Functions of Education and Training Quality Assurance Bodies

  1. An Education and Training Quality Assurance Body shall –

    1. accredit constituent providers for specific standards or qualifications registered on the National Qualifications Framework;

    2. promote quality amongst constituent providers;

    3. monitor provision by constituent providers;

    4. evaluate assessment and facilitation of moderation among constituent providers;

    5. register constituent assessors for specified registered standards or qualifications in terms of the criteria established for this purpose;

    6. take responsibility for the certification of constituent learners;

    Criteria for accreditation of providers

    1. quality management policies which define that which the provider wishes to achieve;

    2. quality management procedures which enable the provider to practise its defined quality management policies; or

    3. review mechanisms which ensure that the quality management policies and procedures defined are applied and remain effective; (13.a,b)

      is able to develop, deliver and evaluate learning programmes which culminate in specified registered standards or qualifications. (13.c)

The NQF is a nationally recognised system for the classification, registration, publication and articulation of quality-assured national qualifications. Its provisions are similar to those of the SAQA Act.

No. 67 of 2008: National Qualifications Framework Act, 2008


WHEREAS the advancement and recognition of learning is an essential attribute of a free and democratic nation and a prerequisite for the development and well-being of its citizens;

WHEREAS the National Qualifications Framework has been developed and implemented in terms of the South African Qualifications Act, 1995;

WHEREAS the National Qualifications Framework has won wide acceptance as the principal instrument through which national education and training qualifications are recognised and quality-assured; and

WHEREAS a review of the implementation of the National Qualifications Framework has necessitated changes to the governance and organisation of the framework so that its objectives may be more effectively and efficiently realised. …

Object of Act:

2. The object of this Act is to provide for the further development, organisation and governance of the NQF.
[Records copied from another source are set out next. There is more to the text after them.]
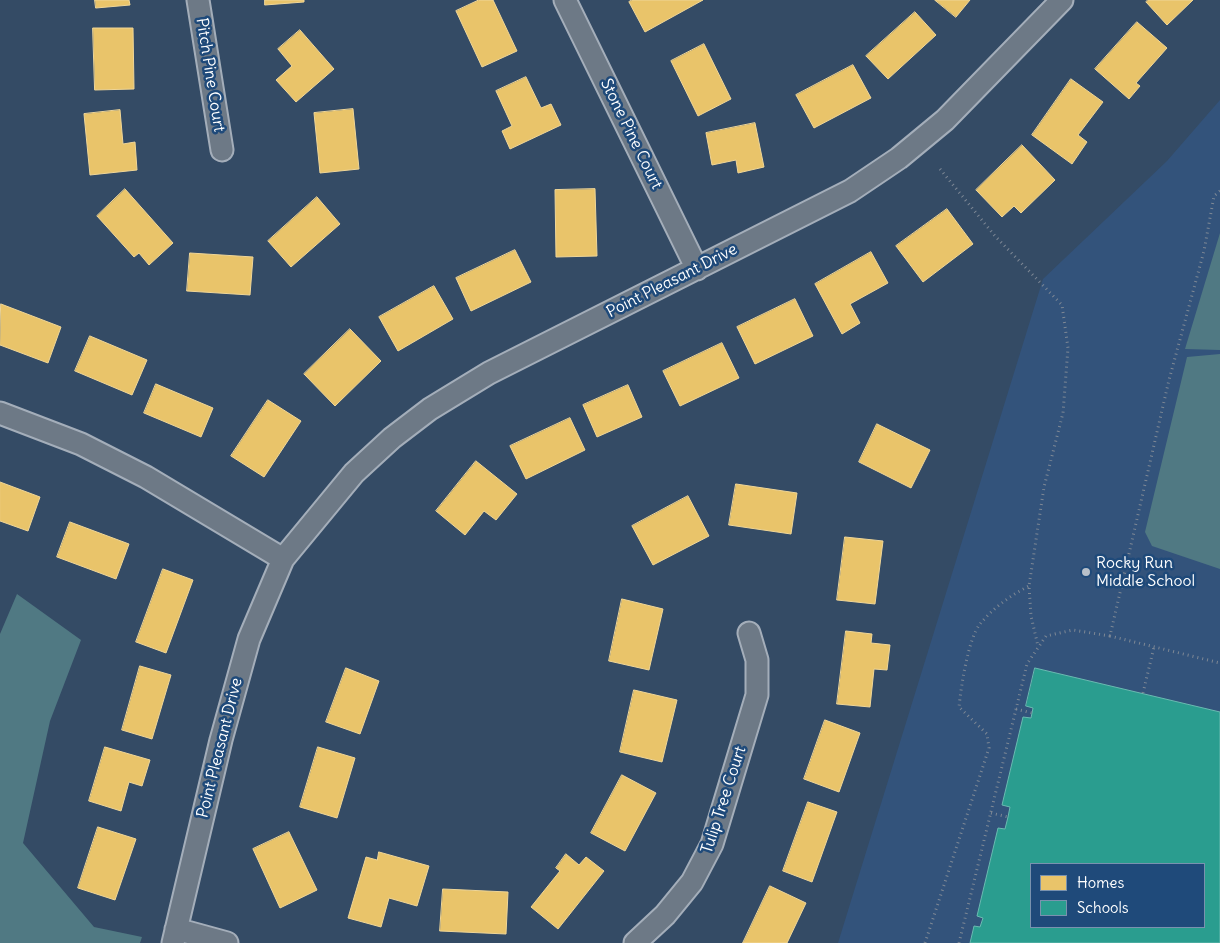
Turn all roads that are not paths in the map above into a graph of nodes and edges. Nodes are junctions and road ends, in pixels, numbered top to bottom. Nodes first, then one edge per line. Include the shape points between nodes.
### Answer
1 (198, 0) edge
2 (565, 0) edge
3 (1062, 0) edge
4 (222, 150) dead end
5 (697, 269) junction
6 (0, 413) edge
7 (283, 559) junction
8 (749, 633) dead end
9 (174, 936) edge
10 (227, 943) edge
11 (635, 943) edge

1 - 4 street, Pitch Pine Court
2 - 5 street, Stone Pine Court
3 - 5 street, Point Pleasant Drive via 945,120 899,158 850,191
5 - 7 street, Point Pleasant Drive via 489,373 430,409 354,473
6 - 7 street via 81,444 146,477
7 - 9 street, Point Pleasant Drive via 242,661
8 - 11 street, Tulip Tree Court via 757,660 757,695 712,844 692,882 666,915
9 - 10 street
This indicates that the process is dynamic, being both developmental and participatory. The self-regulatory nature of higher education, as propagated by the CHE’s Higher Education Quality Committee (HEQC), should be taken as an opportunity to be involved in the processes provided by the regulatory bodies.




4. The NQF is a comprehensive system approved by the Minister for the classification, registration, publication and articulation of quality-assured national qualifications.

The framework seeks to provide a comprehensive cohort of programmes having national, and also international, recognition.

Objectives of NQF:

5. 1. The objectives of the NQF are to:

  1. create a single integrated national framework for learning achievements;

  2. facilitate access to, and mobility and progression within, education, training and career paths;

  3. enhance the quality of education and training;

  4. accelerate the redress of past unfair discrimination in education, training and employment opportunities.

5.2. The objectives of the NQF are designed to contribute to the full personal development of each learner and the social and economic development of the nation at large.

5.3. SAQA and the QCs must seek to achieve the objectives of the NQF by:

  1. developing, fostering and maintaining an integrated and transparent national framework for the recognition of learning achievements;

  2. ensuring that South African qualifications meet appropriate criteria, determined by the Minister as contemplated in section 8, and are internationally comparable; and

  3. ensuring that South African qualifications are of an acceptable quality.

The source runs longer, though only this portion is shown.